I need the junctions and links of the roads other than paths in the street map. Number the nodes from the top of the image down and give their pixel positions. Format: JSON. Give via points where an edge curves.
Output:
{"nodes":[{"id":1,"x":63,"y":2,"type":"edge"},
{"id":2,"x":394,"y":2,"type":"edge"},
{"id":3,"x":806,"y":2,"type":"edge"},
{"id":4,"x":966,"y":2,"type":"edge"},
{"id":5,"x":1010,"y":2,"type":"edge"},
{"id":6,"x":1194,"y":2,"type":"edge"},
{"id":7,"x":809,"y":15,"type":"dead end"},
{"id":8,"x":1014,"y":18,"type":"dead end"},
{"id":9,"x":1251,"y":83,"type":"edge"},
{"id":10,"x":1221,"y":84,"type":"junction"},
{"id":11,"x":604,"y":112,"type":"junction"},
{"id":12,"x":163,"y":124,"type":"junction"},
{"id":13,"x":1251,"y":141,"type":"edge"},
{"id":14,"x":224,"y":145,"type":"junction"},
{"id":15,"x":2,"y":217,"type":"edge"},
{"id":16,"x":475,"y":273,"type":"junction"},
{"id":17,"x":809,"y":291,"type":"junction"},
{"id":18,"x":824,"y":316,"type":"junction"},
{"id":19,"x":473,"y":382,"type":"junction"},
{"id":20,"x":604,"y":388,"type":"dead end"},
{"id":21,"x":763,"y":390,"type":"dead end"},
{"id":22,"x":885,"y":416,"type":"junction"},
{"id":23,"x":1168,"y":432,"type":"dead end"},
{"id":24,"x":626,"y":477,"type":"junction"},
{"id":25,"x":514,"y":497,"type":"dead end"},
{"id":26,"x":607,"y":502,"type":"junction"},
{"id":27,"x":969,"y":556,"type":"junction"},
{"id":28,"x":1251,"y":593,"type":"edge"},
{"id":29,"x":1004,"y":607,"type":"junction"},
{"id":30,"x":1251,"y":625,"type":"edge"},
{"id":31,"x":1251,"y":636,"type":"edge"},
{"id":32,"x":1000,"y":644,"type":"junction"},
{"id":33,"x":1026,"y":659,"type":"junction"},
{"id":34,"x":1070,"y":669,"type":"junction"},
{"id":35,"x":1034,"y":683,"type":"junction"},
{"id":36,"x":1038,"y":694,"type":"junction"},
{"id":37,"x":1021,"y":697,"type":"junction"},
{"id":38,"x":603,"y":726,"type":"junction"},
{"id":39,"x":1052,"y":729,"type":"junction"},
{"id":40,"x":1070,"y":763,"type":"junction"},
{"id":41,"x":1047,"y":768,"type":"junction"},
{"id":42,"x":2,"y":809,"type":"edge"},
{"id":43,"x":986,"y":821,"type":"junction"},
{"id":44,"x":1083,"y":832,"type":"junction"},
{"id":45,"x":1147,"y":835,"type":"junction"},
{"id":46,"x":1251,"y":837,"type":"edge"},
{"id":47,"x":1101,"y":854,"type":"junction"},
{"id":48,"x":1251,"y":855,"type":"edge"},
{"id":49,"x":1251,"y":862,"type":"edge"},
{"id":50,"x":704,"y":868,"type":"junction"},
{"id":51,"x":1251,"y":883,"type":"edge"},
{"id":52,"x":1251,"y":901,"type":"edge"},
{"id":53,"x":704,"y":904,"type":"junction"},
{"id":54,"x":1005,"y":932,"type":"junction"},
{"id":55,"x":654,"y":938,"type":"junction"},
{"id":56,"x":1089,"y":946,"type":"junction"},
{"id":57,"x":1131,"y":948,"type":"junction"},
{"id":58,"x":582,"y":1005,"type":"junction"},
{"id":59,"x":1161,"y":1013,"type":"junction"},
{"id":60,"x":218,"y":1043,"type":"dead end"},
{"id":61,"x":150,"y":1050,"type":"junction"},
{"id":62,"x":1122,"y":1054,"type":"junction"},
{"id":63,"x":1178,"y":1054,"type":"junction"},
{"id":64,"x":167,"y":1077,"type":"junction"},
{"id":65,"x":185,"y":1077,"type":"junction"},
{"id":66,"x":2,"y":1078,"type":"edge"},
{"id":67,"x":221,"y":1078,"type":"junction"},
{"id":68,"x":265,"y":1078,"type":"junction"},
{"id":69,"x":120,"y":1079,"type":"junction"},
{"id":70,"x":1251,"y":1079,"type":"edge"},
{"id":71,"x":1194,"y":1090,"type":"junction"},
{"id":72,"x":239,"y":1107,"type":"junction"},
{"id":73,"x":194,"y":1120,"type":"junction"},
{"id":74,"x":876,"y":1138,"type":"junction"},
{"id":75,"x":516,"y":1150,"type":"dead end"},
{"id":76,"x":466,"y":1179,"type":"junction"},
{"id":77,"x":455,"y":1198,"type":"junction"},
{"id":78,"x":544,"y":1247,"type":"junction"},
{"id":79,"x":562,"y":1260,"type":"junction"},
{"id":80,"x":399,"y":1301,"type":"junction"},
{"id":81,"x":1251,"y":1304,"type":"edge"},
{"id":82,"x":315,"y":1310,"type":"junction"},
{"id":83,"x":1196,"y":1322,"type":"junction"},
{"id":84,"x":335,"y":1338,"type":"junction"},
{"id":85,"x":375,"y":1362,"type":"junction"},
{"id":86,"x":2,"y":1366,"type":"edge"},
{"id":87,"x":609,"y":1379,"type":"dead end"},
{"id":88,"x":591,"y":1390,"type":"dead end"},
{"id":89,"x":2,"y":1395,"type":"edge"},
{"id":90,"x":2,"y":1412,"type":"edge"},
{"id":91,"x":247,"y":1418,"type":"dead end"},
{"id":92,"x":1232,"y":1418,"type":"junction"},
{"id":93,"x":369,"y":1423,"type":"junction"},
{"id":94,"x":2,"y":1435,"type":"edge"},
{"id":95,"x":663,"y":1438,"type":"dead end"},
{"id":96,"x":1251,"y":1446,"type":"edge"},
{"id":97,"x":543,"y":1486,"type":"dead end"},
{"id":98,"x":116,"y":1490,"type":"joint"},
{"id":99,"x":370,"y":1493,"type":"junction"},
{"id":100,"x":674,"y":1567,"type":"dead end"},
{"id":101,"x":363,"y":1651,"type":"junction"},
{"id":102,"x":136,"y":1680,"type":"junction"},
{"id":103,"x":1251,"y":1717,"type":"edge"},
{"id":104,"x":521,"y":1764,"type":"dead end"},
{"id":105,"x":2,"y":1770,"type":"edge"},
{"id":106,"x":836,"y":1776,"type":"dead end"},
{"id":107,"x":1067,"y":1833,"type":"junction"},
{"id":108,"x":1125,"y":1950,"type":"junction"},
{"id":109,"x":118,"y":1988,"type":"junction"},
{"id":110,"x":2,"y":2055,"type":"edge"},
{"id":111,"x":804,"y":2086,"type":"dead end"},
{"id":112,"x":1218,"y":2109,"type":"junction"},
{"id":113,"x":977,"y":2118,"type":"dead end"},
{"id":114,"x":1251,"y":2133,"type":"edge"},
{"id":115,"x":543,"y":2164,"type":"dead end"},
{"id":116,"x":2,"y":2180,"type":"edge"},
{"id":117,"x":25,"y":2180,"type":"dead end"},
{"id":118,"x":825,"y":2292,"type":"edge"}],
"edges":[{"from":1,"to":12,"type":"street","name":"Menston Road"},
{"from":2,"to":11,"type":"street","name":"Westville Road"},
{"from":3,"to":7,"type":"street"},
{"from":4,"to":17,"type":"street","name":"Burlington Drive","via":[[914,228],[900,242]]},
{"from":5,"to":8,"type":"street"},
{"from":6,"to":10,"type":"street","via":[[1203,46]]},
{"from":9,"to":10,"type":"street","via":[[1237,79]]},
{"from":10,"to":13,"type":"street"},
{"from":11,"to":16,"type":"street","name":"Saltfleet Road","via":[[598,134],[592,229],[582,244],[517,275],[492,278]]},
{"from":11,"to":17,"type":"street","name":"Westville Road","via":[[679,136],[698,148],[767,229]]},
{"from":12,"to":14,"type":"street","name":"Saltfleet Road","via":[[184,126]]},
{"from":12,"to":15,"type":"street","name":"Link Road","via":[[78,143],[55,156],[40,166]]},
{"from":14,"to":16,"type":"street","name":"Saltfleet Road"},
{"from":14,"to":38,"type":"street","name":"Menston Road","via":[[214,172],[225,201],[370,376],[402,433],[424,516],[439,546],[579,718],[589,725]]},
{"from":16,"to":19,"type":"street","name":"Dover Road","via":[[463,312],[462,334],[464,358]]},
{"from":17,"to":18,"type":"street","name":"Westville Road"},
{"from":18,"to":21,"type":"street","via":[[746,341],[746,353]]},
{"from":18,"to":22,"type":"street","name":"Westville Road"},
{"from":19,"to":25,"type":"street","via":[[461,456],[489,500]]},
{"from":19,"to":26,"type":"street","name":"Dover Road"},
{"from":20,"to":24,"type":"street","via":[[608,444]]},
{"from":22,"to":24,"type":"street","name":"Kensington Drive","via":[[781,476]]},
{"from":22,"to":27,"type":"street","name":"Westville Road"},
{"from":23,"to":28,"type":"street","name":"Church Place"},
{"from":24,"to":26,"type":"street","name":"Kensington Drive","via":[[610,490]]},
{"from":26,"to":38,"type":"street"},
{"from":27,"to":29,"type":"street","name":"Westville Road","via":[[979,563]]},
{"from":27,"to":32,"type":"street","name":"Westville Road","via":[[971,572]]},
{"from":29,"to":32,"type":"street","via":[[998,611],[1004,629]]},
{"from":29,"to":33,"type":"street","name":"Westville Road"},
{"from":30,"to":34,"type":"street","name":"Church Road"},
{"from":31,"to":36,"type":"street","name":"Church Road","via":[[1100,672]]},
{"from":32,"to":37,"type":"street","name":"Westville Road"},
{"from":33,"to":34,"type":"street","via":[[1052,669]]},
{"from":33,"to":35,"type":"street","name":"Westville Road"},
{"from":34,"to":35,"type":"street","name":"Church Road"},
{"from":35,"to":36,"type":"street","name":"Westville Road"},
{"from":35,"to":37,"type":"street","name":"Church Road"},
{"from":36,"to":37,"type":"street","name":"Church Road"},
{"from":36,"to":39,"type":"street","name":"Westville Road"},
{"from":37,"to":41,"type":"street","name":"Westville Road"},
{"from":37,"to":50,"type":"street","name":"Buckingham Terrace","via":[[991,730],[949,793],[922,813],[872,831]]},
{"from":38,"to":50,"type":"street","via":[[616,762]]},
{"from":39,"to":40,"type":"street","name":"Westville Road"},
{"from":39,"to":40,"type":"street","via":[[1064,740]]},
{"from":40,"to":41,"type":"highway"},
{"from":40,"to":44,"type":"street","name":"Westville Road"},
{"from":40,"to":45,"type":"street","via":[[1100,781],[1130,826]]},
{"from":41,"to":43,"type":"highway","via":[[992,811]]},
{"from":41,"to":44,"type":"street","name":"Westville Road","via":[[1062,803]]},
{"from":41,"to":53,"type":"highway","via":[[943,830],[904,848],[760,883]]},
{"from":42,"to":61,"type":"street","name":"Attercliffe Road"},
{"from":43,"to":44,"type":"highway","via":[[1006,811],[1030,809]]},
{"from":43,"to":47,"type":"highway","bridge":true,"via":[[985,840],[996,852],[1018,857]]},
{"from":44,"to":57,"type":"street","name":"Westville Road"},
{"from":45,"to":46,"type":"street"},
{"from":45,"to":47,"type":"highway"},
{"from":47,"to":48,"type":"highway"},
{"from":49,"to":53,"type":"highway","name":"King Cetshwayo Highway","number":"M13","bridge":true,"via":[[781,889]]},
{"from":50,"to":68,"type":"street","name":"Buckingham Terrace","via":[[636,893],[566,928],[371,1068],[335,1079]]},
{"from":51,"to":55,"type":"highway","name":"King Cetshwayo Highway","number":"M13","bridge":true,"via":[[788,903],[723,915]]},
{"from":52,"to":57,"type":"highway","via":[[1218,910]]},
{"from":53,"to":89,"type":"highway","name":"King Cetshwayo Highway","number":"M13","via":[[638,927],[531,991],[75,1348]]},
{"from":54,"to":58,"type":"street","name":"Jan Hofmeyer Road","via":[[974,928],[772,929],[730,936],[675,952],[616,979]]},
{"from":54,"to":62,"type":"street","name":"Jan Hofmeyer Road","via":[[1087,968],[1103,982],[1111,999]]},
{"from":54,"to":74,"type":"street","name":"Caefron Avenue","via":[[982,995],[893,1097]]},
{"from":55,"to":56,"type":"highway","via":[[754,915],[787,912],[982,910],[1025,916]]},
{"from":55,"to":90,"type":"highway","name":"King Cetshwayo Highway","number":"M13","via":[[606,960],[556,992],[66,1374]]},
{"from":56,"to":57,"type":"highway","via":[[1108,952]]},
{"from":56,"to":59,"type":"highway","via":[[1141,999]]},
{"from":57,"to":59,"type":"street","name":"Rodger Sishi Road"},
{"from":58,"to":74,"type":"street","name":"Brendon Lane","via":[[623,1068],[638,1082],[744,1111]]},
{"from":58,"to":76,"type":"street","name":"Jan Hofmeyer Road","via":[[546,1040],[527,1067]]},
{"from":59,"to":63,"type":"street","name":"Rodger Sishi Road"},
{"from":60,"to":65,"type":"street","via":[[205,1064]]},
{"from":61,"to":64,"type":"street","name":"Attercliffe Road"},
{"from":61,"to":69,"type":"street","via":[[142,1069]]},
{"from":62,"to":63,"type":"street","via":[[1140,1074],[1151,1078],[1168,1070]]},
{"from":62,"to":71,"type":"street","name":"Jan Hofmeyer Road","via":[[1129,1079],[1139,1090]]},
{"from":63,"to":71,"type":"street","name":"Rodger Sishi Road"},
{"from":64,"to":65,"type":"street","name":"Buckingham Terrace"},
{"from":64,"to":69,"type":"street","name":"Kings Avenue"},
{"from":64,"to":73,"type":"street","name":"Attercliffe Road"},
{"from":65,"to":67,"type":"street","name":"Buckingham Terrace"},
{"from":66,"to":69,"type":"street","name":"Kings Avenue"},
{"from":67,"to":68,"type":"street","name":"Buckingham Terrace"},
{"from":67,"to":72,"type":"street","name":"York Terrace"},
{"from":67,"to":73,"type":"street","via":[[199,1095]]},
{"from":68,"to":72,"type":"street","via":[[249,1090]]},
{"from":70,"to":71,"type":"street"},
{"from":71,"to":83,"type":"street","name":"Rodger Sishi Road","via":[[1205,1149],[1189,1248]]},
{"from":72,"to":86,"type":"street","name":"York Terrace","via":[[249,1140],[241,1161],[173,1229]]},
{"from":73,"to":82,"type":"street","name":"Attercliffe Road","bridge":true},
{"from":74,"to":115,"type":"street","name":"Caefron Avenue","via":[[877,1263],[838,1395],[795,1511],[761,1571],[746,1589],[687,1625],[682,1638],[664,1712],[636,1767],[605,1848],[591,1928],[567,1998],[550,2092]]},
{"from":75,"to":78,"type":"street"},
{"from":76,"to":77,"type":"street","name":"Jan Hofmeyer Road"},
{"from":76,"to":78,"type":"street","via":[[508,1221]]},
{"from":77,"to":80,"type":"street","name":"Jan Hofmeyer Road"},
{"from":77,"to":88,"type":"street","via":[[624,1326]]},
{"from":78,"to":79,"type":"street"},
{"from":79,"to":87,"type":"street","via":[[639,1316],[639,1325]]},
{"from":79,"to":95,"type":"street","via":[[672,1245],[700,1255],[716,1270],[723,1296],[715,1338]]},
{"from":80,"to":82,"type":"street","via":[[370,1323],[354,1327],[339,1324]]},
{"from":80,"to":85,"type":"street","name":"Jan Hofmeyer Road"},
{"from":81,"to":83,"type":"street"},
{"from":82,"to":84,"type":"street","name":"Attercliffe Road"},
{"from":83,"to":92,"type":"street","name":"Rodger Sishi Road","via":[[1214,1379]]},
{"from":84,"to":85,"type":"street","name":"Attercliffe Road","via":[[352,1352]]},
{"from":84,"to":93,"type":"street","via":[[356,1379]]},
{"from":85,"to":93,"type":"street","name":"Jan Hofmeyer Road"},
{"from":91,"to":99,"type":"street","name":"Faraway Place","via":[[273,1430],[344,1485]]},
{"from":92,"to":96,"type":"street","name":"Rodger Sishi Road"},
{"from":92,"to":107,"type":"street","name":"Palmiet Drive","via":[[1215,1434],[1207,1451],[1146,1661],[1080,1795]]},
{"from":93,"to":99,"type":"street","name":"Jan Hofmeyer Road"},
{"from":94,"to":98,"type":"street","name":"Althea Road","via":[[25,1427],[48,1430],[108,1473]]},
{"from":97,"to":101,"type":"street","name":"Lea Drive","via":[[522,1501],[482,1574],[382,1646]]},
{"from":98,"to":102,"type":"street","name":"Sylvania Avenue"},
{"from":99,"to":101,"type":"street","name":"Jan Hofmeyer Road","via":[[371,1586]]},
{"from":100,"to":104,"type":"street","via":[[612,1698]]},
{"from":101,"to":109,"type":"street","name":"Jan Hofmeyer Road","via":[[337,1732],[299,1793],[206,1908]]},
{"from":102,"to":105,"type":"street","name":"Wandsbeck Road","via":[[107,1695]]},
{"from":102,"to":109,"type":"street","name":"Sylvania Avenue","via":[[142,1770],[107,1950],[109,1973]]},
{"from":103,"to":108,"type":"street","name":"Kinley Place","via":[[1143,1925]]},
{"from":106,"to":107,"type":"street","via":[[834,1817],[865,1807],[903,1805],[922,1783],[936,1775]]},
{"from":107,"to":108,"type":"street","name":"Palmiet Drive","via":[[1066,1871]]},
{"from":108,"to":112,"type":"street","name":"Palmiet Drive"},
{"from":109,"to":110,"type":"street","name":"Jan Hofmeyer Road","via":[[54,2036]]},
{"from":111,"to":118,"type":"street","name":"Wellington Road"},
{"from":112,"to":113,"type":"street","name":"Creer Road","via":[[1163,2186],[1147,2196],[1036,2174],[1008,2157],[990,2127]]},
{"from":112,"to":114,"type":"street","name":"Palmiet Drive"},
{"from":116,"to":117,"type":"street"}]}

========

## WORK ITEM
Using the data above, show each line where "York" occurs.

## SOLVED EXERCISE
{"from":67,"to":72,"type":"street","name":"York Terrace"},
{"from":72,"to":86,"type":"street","name":"York Terrace","via":[[249,1140],[241,1161],[173,1229]]},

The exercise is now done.